Stuck, Patagonia tried another tack. Instead of nylon, why not make more garments out of polyester? For this, the company turned to another Japanese producer, Teijin, which creates polyester yarn out of old factory uniforms, industrial waste, and pop bottles. Teijin produces filament yarn that's suitable to a broader range of fabrics. But because polyester has properties such as being not as abrasion-resistant as nylon, Patagonia has only been able to convert some nylon products, like alpine shell jackets, to polyester.
Promising Fabric Prospects
By collaborating with a new group of partners, some of these obstacles might be overcome. In August, Greensboro (N.C)-based Unifi (UFI) introduced a high-quality, recycled nylon filament yarn. Patagonia is now working with knitters to produce fabric to see how supple and how dyeable it is.
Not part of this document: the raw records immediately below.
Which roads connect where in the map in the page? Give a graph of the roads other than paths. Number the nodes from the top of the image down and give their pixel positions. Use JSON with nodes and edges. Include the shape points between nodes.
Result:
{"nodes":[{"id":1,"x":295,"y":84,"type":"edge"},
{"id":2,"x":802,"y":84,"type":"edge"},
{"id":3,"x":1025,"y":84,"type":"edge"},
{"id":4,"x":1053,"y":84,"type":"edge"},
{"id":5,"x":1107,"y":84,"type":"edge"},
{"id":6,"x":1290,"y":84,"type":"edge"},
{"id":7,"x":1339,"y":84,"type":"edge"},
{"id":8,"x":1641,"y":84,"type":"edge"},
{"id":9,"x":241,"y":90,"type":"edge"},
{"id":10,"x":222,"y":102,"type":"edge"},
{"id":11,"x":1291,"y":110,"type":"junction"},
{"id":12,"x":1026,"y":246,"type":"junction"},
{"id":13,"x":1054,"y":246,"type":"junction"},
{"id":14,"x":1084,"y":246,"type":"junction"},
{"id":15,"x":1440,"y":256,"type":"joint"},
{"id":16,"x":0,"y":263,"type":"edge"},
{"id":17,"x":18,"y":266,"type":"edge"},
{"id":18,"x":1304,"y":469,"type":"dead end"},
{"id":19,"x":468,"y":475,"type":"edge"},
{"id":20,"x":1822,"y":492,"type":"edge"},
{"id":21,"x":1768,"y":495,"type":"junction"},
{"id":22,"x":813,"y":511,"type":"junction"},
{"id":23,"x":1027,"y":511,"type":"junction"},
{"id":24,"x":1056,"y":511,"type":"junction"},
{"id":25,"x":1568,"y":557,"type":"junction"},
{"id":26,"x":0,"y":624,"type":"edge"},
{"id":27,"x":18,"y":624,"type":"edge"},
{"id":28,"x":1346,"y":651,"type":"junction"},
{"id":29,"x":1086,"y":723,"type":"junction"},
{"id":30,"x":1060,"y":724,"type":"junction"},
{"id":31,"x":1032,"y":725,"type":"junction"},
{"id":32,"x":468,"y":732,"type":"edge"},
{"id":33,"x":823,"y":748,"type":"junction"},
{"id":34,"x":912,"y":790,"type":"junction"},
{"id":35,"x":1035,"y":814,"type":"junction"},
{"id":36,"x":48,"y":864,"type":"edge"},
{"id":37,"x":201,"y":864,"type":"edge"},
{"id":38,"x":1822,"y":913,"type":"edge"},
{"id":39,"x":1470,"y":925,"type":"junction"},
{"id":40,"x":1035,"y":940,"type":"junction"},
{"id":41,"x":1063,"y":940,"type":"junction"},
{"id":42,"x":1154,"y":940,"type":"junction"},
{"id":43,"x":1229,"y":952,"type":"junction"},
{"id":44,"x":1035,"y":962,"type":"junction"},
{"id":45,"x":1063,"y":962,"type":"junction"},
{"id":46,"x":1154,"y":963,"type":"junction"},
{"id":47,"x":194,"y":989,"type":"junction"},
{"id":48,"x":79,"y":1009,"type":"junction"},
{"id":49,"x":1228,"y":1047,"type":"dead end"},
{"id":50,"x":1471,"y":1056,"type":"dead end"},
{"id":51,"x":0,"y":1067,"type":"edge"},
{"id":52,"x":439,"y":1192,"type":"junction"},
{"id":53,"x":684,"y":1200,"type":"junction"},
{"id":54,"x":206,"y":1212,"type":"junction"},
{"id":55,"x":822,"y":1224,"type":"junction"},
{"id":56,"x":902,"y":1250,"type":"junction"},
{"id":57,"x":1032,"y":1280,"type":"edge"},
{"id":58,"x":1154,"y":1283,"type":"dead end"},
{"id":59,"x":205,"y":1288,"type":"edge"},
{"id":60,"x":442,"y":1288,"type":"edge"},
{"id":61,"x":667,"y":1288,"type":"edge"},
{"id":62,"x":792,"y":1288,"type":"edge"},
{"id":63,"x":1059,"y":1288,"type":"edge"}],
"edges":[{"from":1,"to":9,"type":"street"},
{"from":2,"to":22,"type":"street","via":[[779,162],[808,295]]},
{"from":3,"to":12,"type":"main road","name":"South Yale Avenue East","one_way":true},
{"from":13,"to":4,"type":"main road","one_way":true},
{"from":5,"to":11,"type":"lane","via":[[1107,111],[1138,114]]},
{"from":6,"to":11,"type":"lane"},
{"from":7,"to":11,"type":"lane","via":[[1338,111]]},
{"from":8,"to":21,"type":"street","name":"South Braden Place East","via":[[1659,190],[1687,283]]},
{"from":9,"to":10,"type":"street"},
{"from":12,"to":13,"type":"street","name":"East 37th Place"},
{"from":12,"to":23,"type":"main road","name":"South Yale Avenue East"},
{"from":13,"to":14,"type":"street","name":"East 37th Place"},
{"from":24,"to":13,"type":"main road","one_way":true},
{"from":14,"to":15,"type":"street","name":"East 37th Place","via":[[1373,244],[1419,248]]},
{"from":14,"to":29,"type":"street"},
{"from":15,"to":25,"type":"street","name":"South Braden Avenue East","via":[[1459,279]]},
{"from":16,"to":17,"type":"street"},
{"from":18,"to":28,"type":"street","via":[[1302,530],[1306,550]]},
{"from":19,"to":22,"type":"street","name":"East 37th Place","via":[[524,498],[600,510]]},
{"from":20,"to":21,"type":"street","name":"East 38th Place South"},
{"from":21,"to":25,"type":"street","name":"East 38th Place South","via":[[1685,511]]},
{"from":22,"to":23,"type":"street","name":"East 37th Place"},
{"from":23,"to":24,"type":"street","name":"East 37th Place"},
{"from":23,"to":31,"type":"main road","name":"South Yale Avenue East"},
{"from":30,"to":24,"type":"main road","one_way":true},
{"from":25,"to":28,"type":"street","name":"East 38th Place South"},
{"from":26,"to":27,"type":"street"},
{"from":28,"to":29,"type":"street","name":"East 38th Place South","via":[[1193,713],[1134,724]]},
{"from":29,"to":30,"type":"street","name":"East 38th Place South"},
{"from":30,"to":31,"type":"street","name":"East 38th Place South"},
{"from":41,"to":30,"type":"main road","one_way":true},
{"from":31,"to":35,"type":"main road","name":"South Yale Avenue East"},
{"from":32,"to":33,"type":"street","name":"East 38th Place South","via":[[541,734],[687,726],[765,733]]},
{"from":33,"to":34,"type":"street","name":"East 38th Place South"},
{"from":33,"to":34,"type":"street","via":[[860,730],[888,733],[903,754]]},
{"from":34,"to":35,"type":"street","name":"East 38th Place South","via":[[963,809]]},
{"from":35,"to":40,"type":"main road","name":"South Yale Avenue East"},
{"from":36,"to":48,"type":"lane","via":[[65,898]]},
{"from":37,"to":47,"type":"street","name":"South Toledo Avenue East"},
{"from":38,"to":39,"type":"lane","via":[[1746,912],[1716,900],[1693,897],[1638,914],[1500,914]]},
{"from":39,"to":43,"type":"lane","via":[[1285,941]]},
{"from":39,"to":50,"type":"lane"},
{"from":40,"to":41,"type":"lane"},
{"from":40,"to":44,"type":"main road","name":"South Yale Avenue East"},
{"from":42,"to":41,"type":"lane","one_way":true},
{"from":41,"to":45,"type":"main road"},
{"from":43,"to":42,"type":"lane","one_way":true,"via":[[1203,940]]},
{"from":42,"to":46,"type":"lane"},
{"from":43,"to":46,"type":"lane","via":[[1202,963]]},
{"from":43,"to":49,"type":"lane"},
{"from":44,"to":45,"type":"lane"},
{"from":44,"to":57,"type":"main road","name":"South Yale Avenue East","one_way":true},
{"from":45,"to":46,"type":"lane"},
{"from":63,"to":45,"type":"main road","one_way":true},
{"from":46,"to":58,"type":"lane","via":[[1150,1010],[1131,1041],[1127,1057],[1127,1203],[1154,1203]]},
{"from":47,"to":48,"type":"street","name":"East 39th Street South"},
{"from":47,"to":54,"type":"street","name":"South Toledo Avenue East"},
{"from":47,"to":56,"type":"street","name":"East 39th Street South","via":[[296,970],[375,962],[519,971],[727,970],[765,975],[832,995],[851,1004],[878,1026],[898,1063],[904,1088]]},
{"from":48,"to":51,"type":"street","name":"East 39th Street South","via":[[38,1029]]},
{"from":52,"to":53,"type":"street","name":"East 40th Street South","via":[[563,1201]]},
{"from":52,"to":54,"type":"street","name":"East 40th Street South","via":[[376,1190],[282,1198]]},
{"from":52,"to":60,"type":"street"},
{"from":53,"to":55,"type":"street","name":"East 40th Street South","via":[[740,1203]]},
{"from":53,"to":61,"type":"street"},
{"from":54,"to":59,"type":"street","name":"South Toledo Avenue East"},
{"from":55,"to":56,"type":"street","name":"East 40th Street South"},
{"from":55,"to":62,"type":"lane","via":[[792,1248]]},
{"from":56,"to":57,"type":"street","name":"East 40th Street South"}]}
Another promising prospect is Chain Yarn, a Taiwanese yarn vendor that takes back the waste from weavers who use its yarn to make fabrics. It then turns the waste into new yarn.
But as much as Unifi and Chain Yarn solve one part of the problem—providing recycled yarn—they don't take back used garments. Instead they recycle the waste that comes directly from their machines or weavers. So for now, Patagonia's goal of a closed-loop system for nylon remains elusive.
There's a risk such stumbling blocks will prove discouraging to Patagonia's partners, such as REI and Mountain Equipment Co-op (MEC). MEC launched a clothing take-back program a year and a half ago. But the Canadian company is having a hard time setting up an efficient system for sorting through clothing to send back to recycling partners. "Patagonia has raised the bar with their Common Threads program and made recycling a viable conversation," says REI's Myette. "It's not a viable business model."
REI and MEC aren't giving up on the closed loop idea. But they're focusing more on the production part of the equation. About 20% of the fabric used to make a shirt or a skirt is wasted, because once patterns are cut, it's hard to use that cut fabric. By working with fabric makers to recycle the waste they produce, REI and MEC hope that the industry will be able to increase the amount of fabric that's recycled and recyclable.
Patagonia remains committed to its Common Threads program. And it still aims to make 100% of its apparel line recyclable. But the company also recognizes that goods such as luggage, backpacks, wet suits, and shoes present challenges and will take more time. "We need to be aware of what we are making and what is done with it," says Patagonia's Dumain.